# Requirement:
Only the pictures are dropped. Restate each line below word for word.

Stored data
━━━━━━━━━━━━━━━━━━━━
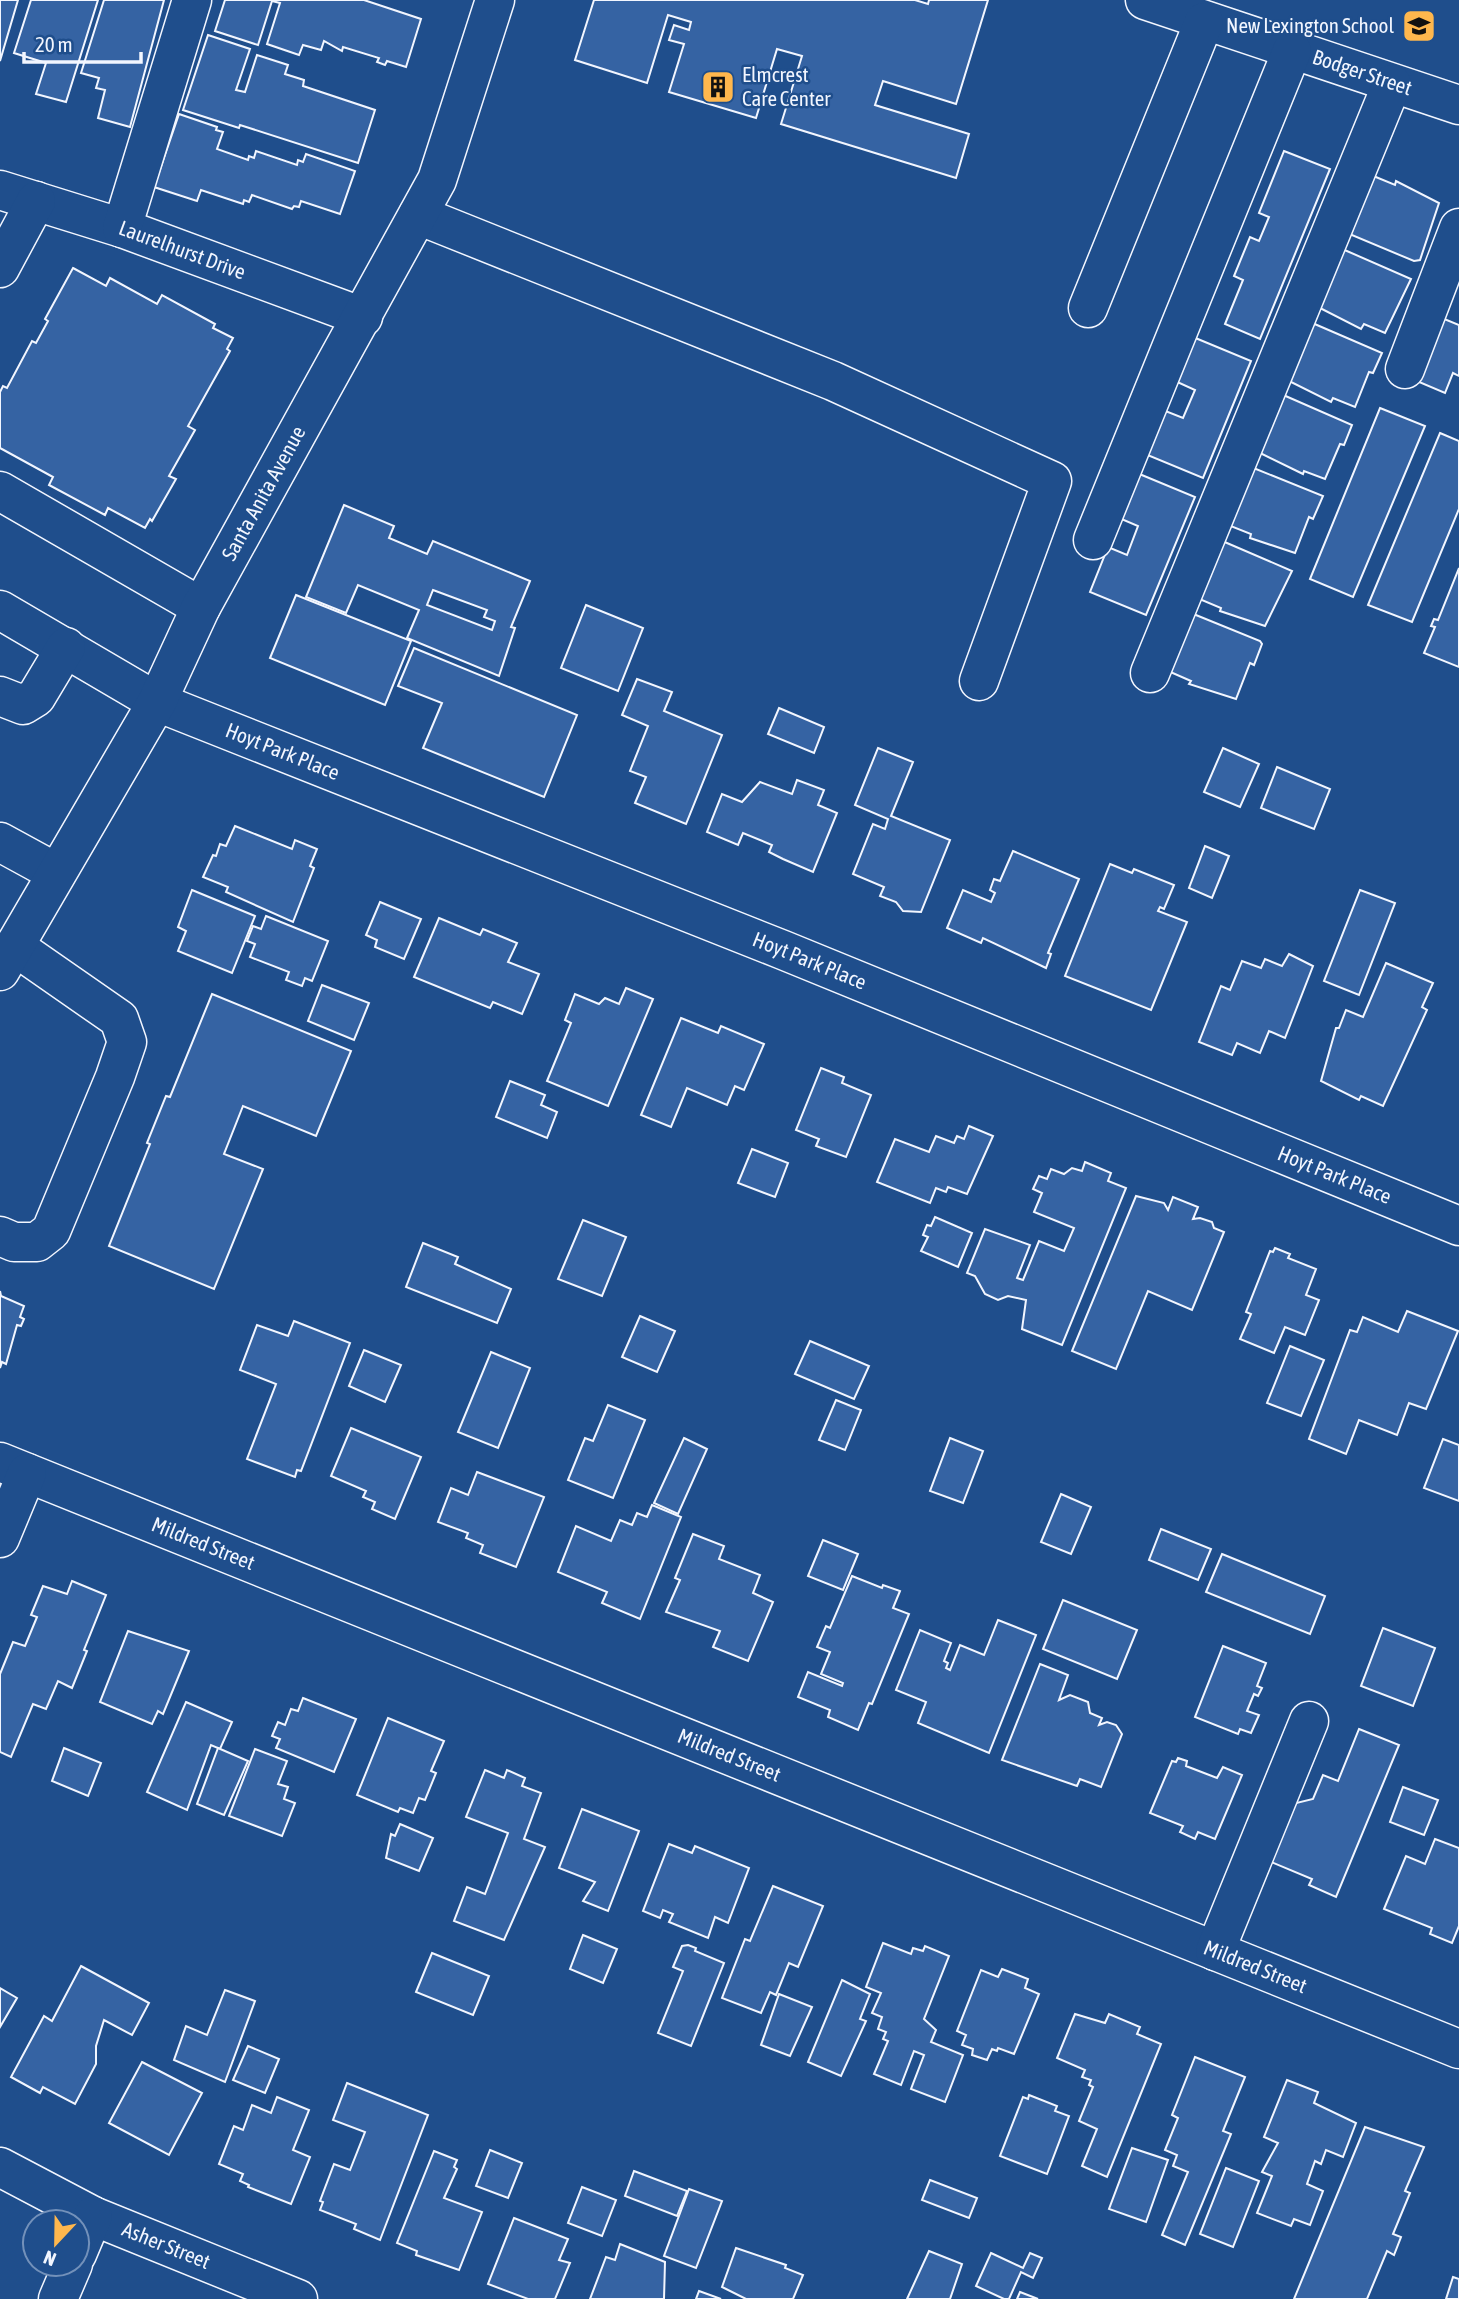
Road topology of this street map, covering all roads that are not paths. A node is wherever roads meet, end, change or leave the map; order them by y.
1 (192, 0) edge
2 (495, 0) edge
3 (1145, 0) edge
4 (1204, 22) junction
5 (1292, 51) junction
6 (1392, 84) junction
7 (1459, 105) edge
8 (0, 190) edge
9 (36, 201) junction
10 (418, 215) junction
11 (122, 228) junction
12 (1459, 228) edge
13 (0, 268) edge
14 (1088, 309) dead end
15 (363, 317) junction
16 (1405, 369) dead end
17 (0, 491) edge
18 (1093, 540) dead end
19 (201, 607) junction
20 (0, 610) edge
21 (66, 647) junction
22 (1150, 673) dead end
23 (979, 681) dead end
24 (6, 699) edge
25 (156, 702) junction
26 (0, 842) edge
27 (55, 872) junction
28 (7, 959) edge
29 (1459, 1226) edge
30 (0, 1236) edge
31 (14, 1467) edge
32 (0, 1538) edge
33 (1309, 1721) dead end
34 (1215, 1951) junction
35 (1459, 2049) edge
36 (0, 2167) edge
37 (93, 2216) junction
38 (91, 2221) edge
39 (67, 2278) edge
40 (58, 2299) edge
41 (298, 2299) edge

1 - 11 street
2 - 10 street, Santa Anita Avenue
3 - 4 street, Bodger Street
4 - 5 street, Bodger Street
4 - 14 street
5 - 6 street, Bodger Street
5 - 18 street
6 - 7 street, Bodger Street
6 - 22 street
8 - 9 street, Laurelhurst Drive
9 - 11 street, Laurelhurst Drive
9 - 13 street
10 - 15 street, Santa Anita Avenue
10 - 23 street
11 - 15 street, Laurelhurst Drive
12 - 16 street
15 - 19 street, Santa Anita Avenue
17 - 19 street
19 - 25 street, Santa Anita Avenue
20 - 21 street, Hoyt Park Place
21 - 24 street
21 - 25 street, Hoyt Park Place
25 - 27 street, Santa Anita Avenue
25 - 29 street, Hoyt Park Place
26 - 27 street
27 - 28 street, Santa Anita Avenue
28 - 30 street
31 - 32 street
31 - 34 street, Mildred Street
33 - 34 street
34 - 35 street, Mildred Street
36 - 37 street, Asher Street
37 - 38 street
37 - 41 street, Asher Street
39 - 40 street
━━━━━━━━━━━━━━━━━━━━
# Answer section:
Road topology of this street map, covering all roads that are not paths. A node is wherever roads meet, end, change or leave the map; order them by y.
1 (192, 0) edge
2 (495, 0) edge
3 (1145, 0) edge
4 (1204, 22) junction
5 (1292, 51) junction
6 (1392, 84) junction
7 (1459, 105) edge
8 (0, 190) edge
9 (36, 201) junction
10 (418, 215) junction
11 (122, 228) junction
12 (1459, 228) edge
13 (0, 268) edge
14 (1088, 309) dead end
15 (363, 317) junction
16 (1405, 369) dead end
17 (0, 491) edge
18 (1093, 540) dead end
19 (201, 607) junction
20 (0, 610) edge
21 (66, 647) junction
22 (1150, 673) dead end
23 (979, 681) dead end
24 (6, 699) edge
25 (156, 702) junction
26 (0, 842) edge
27 (55, 872) junction
28 (7, 959) edge
29 (1459, 1226) edge
30 (0, 1236) edge
31 (14, 1467) edge
32 (0, 1538) edge
33 (1309, 1721) dead end
34 (1215, 1951) junction
35 (1459, 2049) edge
36 (0, 2167) edge
37 (93, 2216) junction
38 (91, 2221) edge
39 (67, 2278) edge
40 (58, 2299) edge
41 (298, 2299) edge

1 - 11 street
2 - 10 street, Santa Anita Avenue
3 - 4 street, Bodger Street
4 - 5 street, Bodger Street
4 - 14 street
5 - 6 street, Bodger Street
5 - 18 street
6 - 7 street, Bodger Street
6 - 22 street
8 - 9 street, Laurelhurst Drive
9 - 11 street, Laurelhurst Drive
9 - 13 street
10 - 15 street, Santa Anita Avenue
10 - 23 street
11 - 15 street, Laurelhurst Drive
12 - 16 street
15 - 19 street, Santa Anita Avenue
17 - 19 street
19 - 25 street, Santa Anita Avenue
20 - 21 street, Hoyt Park Place
21 - 24 street
21 - 25 street, Hoyt Park Place
25 - 27 street, Santa Anita Avenue
25 - 29 street, Hoyt Park Place
26 - 27 street
27 - 28 street, Santa Anita Avenue
28 - 30 street
31 - 32 street
31 - 34 street, Mildred Street
33 - 34 street
34 - 35 street, Mildred Street
36 - 37 street, Asher Street
37 - 38 street
37 - 41 street, Asher Street
39 - 40 street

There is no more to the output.